Exactly. The IN clause is easier to read (to me anyway), and the query engine (for MS anyway, and probably all RDBM's) will rewrite it as an inner join.

Also, please keep in mind that I am a lazy bastard, so as long as I can get the same result, at the same speed, without an effect on portability or documentation, I'm going to do it in the quickest way possible. Expecially when it is an exercise on a forum and not a production system.
 

BoberFett

Lifer
Oct 9, 1999
37,562
9
81
Exactly. The IN clause is easier to read (to me anyway), and the query engine (for MS anyway, and probably all RDBM's) will rewrite it as an inner join.

Also, please keep in mind that I am a lazy bastard, so as long as I can get the same result, at the same speed, without an effect on portability or documentation, I'm going to do it in the quickest way possible. Expecially when it is an exercise on a forum and not a production system.

I've written some extremely complex queries and it frequently seemed that even after refactoring completely in an attempt to streamline things a bit, the execution plan wouldn't change much. Modern query engines are pretty incredible at what they do and what they let the query writer get away with. :)
 

KIAman

Diamond Member
Mar 7, 2001
3,342
23
81
Exactly. The IN clause is easier to read (to me anyway), and the query engine (for MS anyway, and probably all RDBM's) will rewrite it as an inner join.

Also, please keep in mind that I am a lazy bastard, so as long as I can get the same result, at the same speed, without an effect on portability or documentation, I'm going to do it in the quickest way possible.
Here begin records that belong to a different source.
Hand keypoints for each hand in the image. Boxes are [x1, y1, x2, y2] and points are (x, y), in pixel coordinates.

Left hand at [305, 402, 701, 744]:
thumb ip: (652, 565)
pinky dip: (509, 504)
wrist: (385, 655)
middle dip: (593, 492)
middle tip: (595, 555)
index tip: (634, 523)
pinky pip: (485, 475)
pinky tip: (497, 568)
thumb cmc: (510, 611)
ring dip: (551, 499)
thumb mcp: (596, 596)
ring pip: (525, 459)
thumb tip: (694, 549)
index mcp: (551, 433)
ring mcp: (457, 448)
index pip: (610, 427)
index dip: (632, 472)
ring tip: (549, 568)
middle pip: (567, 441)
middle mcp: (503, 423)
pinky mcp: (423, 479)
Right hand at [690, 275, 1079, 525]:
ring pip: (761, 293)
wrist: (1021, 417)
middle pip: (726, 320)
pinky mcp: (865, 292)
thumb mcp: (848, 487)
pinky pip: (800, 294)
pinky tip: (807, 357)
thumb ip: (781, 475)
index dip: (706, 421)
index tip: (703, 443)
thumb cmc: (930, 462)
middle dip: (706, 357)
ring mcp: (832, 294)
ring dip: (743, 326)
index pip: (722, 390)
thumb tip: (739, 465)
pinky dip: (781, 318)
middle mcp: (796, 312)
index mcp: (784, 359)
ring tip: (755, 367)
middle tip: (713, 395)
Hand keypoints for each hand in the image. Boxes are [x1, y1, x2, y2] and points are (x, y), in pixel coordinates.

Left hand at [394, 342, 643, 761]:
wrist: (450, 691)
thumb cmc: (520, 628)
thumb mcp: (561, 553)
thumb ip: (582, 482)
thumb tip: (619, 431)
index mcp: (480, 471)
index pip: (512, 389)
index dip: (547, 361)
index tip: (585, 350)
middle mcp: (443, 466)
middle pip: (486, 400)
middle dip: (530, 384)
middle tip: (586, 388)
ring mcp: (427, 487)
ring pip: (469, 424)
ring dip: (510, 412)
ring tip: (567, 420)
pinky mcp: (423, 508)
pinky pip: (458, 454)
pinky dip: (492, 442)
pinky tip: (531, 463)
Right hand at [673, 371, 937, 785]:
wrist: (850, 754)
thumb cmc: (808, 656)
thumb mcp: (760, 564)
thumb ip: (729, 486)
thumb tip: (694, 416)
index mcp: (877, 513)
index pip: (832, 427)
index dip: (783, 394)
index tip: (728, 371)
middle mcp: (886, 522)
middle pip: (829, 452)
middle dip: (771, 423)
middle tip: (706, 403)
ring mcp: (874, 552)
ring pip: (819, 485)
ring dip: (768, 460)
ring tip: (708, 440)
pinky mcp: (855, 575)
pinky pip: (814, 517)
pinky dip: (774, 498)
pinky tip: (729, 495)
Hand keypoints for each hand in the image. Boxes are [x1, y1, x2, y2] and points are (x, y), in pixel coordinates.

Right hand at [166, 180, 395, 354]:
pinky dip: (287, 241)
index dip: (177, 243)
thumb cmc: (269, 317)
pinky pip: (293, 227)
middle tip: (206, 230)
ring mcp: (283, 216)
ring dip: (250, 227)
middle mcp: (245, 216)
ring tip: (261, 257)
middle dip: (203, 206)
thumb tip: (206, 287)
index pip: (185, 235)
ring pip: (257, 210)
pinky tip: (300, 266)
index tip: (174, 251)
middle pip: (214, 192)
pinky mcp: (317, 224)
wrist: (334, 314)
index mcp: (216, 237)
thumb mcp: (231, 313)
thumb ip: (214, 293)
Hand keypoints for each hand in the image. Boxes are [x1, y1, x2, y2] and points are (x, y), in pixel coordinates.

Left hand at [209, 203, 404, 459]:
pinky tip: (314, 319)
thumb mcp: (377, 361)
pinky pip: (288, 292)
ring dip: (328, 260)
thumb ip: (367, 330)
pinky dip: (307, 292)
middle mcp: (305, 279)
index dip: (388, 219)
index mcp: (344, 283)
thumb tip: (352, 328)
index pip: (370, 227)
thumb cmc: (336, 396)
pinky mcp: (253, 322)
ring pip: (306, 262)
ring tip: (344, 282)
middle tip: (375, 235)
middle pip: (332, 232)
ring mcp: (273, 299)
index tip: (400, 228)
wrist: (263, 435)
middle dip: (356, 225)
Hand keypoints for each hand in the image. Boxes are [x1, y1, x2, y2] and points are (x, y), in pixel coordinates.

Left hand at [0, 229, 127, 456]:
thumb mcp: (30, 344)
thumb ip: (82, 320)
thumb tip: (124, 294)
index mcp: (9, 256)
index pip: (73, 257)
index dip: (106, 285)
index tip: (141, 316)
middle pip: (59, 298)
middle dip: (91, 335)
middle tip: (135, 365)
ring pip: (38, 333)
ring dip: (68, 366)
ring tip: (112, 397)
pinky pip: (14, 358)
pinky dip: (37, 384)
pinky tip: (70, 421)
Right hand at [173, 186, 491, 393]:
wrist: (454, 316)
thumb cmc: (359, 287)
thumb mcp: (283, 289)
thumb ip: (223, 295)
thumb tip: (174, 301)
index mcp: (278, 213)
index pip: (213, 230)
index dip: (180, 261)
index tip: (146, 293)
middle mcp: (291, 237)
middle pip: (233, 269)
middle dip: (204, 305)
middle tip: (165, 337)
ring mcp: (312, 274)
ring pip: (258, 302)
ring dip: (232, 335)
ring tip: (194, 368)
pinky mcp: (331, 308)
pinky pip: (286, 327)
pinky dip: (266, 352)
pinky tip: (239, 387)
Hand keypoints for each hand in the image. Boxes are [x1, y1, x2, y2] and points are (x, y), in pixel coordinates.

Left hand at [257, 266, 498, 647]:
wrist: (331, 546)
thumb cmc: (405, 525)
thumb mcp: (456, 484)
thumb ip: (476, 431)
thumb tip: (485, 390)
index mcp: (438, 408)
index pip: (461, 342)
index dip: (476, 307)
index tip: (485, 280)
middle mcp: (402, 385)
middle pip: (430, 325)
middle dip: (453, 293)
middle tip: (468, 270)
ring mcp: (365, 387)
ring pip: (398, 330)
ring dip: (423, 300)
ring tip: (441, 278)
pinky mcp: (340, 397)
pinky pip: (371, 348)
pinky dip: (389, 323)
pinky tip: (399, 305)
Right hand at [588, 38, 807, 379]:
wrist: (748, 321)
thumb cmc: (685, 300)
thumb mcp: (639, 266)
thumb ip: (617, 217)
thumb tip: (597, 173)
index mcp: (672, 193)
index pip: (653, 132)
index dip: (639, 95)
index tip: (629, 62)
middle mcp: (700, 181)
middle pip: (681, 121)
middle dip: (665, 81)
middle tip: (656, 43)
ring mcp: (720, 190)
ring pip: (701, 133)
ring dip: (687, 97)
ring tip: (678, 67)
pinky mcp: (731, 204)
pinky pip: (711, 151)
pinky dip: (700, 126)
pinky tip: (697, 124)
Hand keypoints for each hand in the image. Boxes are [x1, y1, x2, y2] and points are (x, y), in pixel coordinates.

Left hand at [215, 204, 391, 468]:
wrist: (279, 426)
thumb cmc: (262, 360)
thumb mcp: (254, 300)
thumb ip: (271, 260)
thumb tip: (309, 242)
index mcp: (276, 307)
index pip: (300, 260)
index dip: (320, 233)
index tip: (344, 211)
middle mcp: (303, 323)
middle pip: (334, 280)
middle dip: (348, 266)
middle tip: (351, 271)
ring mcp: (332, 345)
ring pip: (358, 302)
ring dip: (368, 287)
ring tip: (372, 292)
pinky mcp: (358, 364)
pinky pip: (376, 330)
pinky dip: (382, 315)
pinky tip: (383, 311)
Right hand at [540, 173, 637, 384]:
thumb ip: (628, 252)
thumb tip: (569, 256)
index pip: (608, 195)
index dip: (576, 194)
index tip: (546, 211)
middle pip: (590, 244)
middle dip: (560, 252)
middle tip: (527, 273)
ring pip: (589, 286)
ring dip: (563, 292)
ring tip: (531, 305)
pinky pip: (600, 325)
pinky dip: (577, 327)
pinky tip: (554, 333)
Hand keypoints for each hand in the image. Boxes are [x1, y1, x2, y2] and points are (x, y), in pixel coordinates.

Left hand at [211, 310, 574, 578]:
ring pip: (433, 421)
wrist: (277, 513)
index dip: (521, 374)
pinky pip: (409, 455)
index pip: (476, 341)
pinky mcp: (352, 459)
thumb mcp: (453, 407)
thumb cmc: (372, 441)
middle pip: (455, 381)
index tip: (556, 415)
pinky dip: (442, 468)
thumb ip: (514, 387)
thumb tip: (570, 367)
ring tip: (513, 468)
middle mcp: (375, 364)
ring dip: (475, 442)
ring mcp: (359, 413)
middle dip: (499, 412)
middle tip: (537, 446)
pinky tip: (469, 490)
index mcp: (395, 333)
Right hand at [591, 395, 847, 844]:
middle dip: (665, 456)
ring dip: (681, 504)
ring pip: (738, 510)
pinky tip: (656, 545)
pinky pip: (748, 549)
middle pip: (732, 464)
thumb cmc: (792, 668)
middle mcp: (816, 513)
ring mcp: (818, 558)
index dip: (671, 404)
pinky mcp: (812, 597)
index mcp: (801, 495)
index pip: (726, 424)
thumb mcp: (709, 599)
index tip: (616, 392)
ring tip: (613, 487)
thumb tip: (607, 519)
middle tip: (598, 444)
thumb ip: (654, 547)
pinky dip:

Expecially when it is an exercise on a forum and not a production system.

Please don't take the impression my post was criticism of your suggestion, in any way. I think your query is great. And you and boberfett are absolutely right that in a lot of cases (especially in MS SQL 2005, 2008), the IN and inner join will run the same execution plan. Furthermore, I think you went above and beyond what I would have expected to help the OP.

I've done a lot of mentoring with my co-workers on how to align their thought process to write transact SQL. My post was a very condensed version of what I have preaching at my workplace.

In summary, I am humbled by your SQL skills. My post was directed to the OP, just using your example to let me be lazy and not posting code.
 

BoberFett

Lifer
Oct 9, 1999
37,562
9
81
And let me say, I think your critique of the way many programmers think is accurate as well. Rather than thinking in terms of how to merge large datasets, some programmers get too wrapped up in iterative processes on small chunks of data. I have seen T-SQL get used as a crutch, just as you have. I used to work with a guy who was a really great young programmer, but after looking at some crazy cursored up T-SQL of his for a while, I showed him how to do the same thing using straight SQL and 10x as fast. He looked kind of shocked. I've never put it down formally as you have, but your 11 step process is basically how I write queries.
 

Evadman

Administrator Emeritus<br>Elite Member
Feb 18, 2001
30,990
5
81
Please don't take the impression my post was criticism of your suggestion, in any way. I think your query is great.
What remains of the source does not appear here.